Why I Build with FastAPI
FastAPI is my primary framework for backend systems where correctness and performance both matter. The async-first model fits naturally into the kind of architectures I build — event-driven integrations, multi-tenant platforms, APIs serving both web and mobile clients simultaneously.
What keeps me coming back isn't raw speed. It's predictability: Pydantic-enforced contracts at every boundary mean data shape issues surface at validation time, not in production logs.
What This Looks Like in Practice
Async I/O without complexity — asyncio handles concurrent connections without thread-per-request overhead. In high-traffic integration layers (like Shopify webhook processing in Allydium), this means the system stays responsive under load spikes without over-provisioning.

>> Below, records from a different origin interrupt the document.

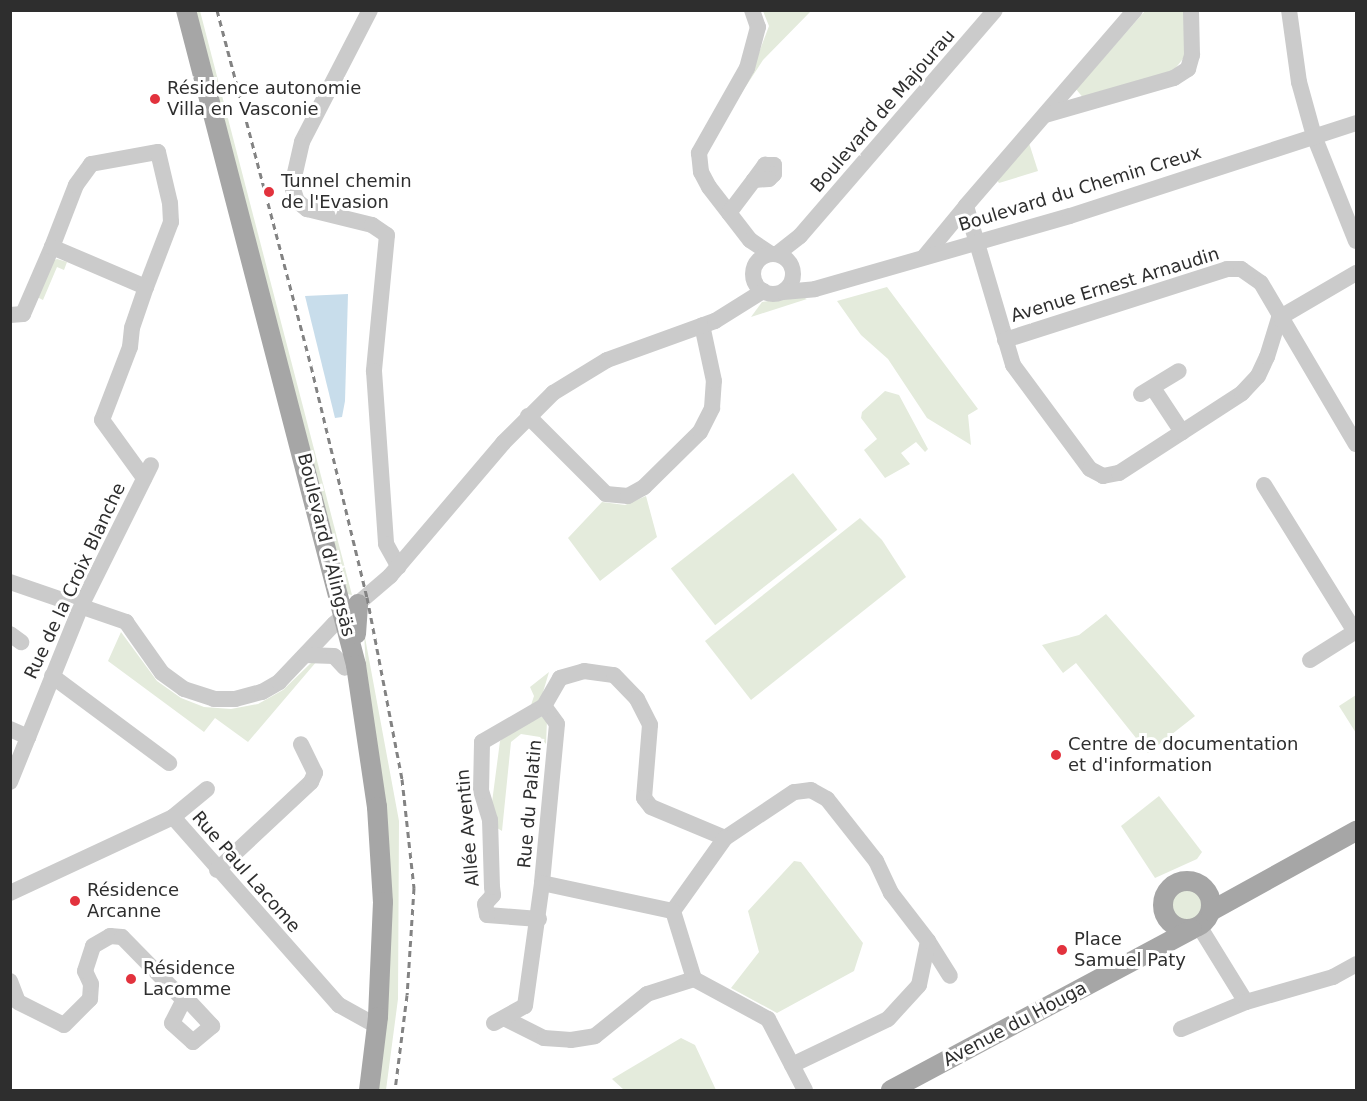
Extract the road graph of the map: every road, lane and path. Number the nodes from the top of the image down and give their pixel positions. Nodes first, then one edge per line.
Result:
1 (178, 10) edge
2 (186, 10) edge
3 (370, 10) edge
4 (752, 10) edge
5 (1135, 10) edge
6 (1191, 10) edge
7 (1289, 10) edge
8 (985, 14) edge
9 (1045, 115) junction
10 (1356, 123) edge
11 (1314, 136) junction
12 (754, 180) dead end
13 (966, 206) junction
14 (729, 213) junction
15 (1356, 238) edge
16 (750, 240) junction
17 (975, 243) junction
18 (52, 247) junction
19 (779, 256) junction
20 (924, 257) junction
21 (756, 263) junction
22 (1356, 273) edge
23 (794, 276) junction
24 (758, 286) junction
25 (147, 287) junction
26 (815, 290) junction
27 (783, 292) junction
28 (10, 315) edge
29 (1279, 318) junction
30 (702, 325) junction
31 (1005, 340) junction
32 (1179, 370) dead end
33 (528, 416) junction
34 (1182, 432) junction
35 (1356, 444) edge
36 (1264, 485) dead end
37 (399, 567) junction
38 (10, 582) edge
39 (82, 604) junction
40 (346, 614) junction
41 (1356, 631) edge
42 (305, 655) junction
43 (1310, 660) dead end
44 (345, 668) junction
45 (52, 676) junction
46 (544, 706) junction
47 (10, 729) edge
48 (28, 737) junction
49 (301, 744) dead end
50 (169, 763) dead end
51 (10, 782) edge
52 (207, 789) dead end
53 (173, 817) junction
54 (1356, 831) edge
55 (724, 838) junction
56 (217, 870) junction
57 (542, 883) junction
58 (10, 893) edge
59 (673, 912) junction
60 (1203, 915) junction
61 (1167, 917) junction
62 (539, 919) junction
63 (928, 941) junction
64 (1138, 954) junction
65 (1356, 964) edge
66 (950, 976) dead end
67 (694, 979) junction
68 (10, 981) edge
69 (183, 999) dead end
70 (1246, 1002) junction
71 (370, 1022) junction
72 (1181, 1029) dead end
73 (792, 1065) junction
74 (360, 1090) edge
75 (369, 1090) edge
76 (805, 1090) edge
77 (891, 1090) edge

1 - 40 main road, Boulevard d'Alingsäs
2 - 40 main road, Boulevard d'Alingsäs
3 - 37 street
4 - 14 street
5 - 9 street
6 - 9 street
7 - 11 street
8 - 19 street, Boulevard de Majourau
9 - 13 street
10 - 11 street, Boulevard du Chemin Creux
11 - 15 street
11 - 17 street, Boulevard du Chemin Creux
12 - 14 street
13 - 17 street
13 - 20 street
14 - 16 street
16 - 19 street
16 - 21 street
17 - 20 street, Boulevard du Chemin Creux
17 - 31 street
18 - 25 street
18 - 25 street
18 - 28 street
19 - 21 street
19 - 23 street
20 - 26 street, Boulevard du Chemin Creux
21 - 24 street
22 - 29 street
23 - 26 street
23 - 27 street
24 - 27 street, Boulevard du Chemin Creux
24 - 30 street
25 - 39 street, Rue de la Croix Blanche
26 - 27 street, Boulevard du Chemin Creux
29 - 31 street, Avenue Ernest Arnaudin
29 - 34 street
29 - 35 street, Avenue Ernest Arnaudin
30 - 33 street
30 - 33 street
31 - 34 street
32 - 34 street
33 - 37 street
36 - 41 street
37 - 40 street
38 - 39 street
39 - 42 street
39 - 45 street, Rue de la Croix Blanche
40 - 42 street
40 - 44 main road, Boulevard d'Alingsäs
40 - 75 main road, Boulevard d'Alingsäs
41 - 43 street
42 - 44 street
44 - 71 main road, Boulevard d'Alingsäs
45 - 48 street, Rue de la Croix Blanche
45 - 50 street
46 - 55 street
46 - 57 street, Rue du Palatin
46 - 62 street, Allée Aventin
47 - 48 street
48 - 51 street, Rue de la Croix Blanche
49 - 56 street
52 - 53 street
53 - 56 street, Rue Paul Lacome
53 - 58 street, Rue Paul Lacome
54 - 60 main road, Avenue du Houga
55 - 59 street
55 - 63 street
56 - 71 street, Rue Paul Lacome
57 - 59 street, Rue du Palatin
57 - 62 street
59 - 67 street
60 - 61 main road
60 - 61 main road
60 - 64 main road, Avenue du Houga
60 - 70 street
61 - 64 main road, Avenue du Houga
62 - 67 street
63 - 66 street
63 - 73 street
64 - 77 main road, Avenue du Houga
65 - 70 street
67 - 73 street
68 - 69 street
70 - 72 street
71 - 74 main road, Boulevard d'Alingsäs
73 - 76 street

Strict data contracts with Pydantic — every input and output is typed and validated at the boundary. This is especially important in multi-role B2B platforms where the same endpoint serves different access levels, and silent data corruption isn't an option.
Auto-generated OpenAPI docs — the schema stays in sync with the code by definition. In projects with separate frontend and mobile teams, this eliminates the "docs are outdated" class of integration bugs.
Where I Use It
- High-load integration layers that absorb external event traffic (e-commerce, webhooks, third-party APIs)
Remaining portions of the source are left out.